Ali os militares extrapolaram
uma ordem da Suprema Corte,
que determinava a prisão de Zelaya por suas manobras para
atropelar a Constituição.
Um compreensível e elogiável
clamor contra a arbitrariedade,
liderado por governos latino-americanos, com eco na comunidade internacional, levou o presidente dos EUA a sentir-se
pressionado, ao que reagiu de
modo peculiar: "Não posso apertar um botão e reinstalar Zelaya
no cargo", disse Obama no início
de agosto. Aproveitou a ocasião
para alfinetar aqueles que antes
criticavam a ingerência dos EUA
em países do continente e agora
se queixavam "de não estarmos
interferindo o suficiente".
Pois anteontem os EUA apertaram o botão. Um acordo entre
o presidente deposto e o governo
interino foi costurado pela equipe capitaneada por Thomas
Shannon, responsável no Departamento de Estado pela América
Latina -e embaixador indicado
pela gestão Obama para o Brasil-, seu vice, Craig Kelly, e Dan
Restrepo, do Conselho de Segurança Nacional.
A proposta mantém as eleições
presidenciais para o próximo dia
29. Até lá, caberá ao Congresso
aprovar ou não a volta do país à
ordem anterior a 28 de junho, dia
da expulsão de Zelaya. Caso o Legislativo a endosse, Zelaya cumprirá um simbólico final de mandato, e Roberto Micheletti, hoje
presidente, reassumirá a chefia
do Congresso -o vice renunciara para concorrer no pleito.
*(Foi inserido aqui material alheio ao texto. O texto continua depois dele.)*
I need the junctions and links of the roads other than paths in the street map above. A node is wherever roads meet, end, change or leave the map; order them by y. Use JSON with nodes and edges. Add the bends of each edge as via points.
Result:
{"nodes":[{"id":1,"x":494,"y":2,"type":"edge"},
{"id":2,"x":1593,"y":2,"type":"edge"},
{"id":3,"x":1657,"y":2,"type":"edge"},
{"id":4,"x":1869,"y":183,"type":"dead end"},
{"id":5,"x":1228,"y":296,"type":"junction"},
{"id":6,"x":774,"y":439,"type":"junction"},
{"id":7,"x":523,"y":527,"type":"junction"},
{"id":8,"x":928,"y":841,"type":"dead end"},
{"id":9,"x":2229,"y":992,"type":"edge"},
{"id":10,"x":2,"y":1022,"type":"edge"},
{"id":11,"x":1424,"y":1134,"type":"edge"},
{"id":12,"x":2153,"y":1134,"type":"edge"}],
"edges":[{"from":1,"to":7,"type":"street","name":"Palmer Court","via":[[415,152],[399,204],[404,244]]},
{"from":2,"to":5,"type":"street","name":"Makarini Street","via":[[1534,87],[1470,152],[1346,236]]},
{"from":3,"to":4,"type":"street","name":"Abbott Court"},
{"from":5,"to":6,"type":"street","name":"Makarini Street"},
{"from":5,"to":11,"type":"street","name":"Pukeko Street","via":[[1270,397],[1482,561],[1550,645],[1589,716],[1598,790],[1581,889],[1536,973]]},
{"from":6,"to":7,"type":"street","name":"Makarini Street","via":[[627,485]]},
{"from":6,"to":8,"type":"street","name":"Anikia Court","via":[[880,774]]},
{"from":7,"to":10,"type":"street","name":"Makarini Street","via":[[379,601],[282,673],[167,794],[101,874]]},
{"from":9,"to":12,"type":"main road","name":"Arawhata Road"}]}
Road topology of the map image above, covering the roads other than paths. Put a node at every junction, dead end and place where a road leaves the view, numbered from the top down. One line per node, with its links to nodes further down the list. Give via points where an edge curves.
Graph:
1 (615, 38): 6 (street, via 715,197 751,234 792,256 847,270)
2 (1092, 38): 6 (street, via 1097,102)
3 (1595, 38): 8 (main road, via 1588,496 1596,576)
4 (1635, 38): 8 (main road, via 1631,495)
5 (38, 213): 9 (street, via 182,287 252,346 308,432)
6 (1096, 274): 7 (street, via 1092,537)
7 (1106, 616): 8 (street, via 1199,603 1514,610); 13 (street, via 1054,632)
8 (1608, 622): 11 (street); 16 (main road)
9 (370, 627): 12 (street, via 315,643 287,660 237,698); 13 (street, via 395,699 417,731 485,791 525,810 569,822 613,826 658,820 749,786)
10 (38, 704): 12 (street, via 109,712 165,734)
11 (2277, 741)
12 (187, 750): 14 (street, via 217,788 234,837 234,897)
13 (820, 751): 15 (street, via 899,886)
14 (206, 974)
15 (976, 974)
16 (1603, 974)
O desfecho do caso deixa o governo brasileiro e seus pares regionais numa situação desconfortável. Por mais que seja louvável a pretensão de países latino-americanos de solucionar conflitos regionais de maneira "autônoma", sem a interferência direta da grande potência mundial, o
fato é que um acordo em Honduras só se tornou viável quando os
americanos entraram em cena.
O episódio serve de lição para o
Brasil, que desempenhou em toda essa história o papel de aprendiz de feiticeiro. Ao negar-se,
desde cedo, a dialogar com Micheletti, o Itamaraty ignorou sua
tradição de pautar-se pela não
ingerência e pela solução mediada de conflitos. Assumiu uma
atitude quase estudantil, inábil e
intransigente. Inviabilizou-se
como negociador.
A linha adotada pela gestão Lula também contrasta com o fato
de o atual governo sentar-se à
mesa com ditadores os mais variados e eximir-se de condenar,
por exemplo, a ditadura sudanesa, por sua responsabilidade na
campanha de "limpeza étnica",
responsável pela morte de 300
mil pessoas no país africano.
Ao abdicar do papel de intermediador e deixar que a embaixada em Tegucigalpa se transformasse em sede de um comitê de
agitação política, o governo brasileiro demonstrou amadorismo
ao assumir as novas responsabilidades que o futuro parece reservar ao país.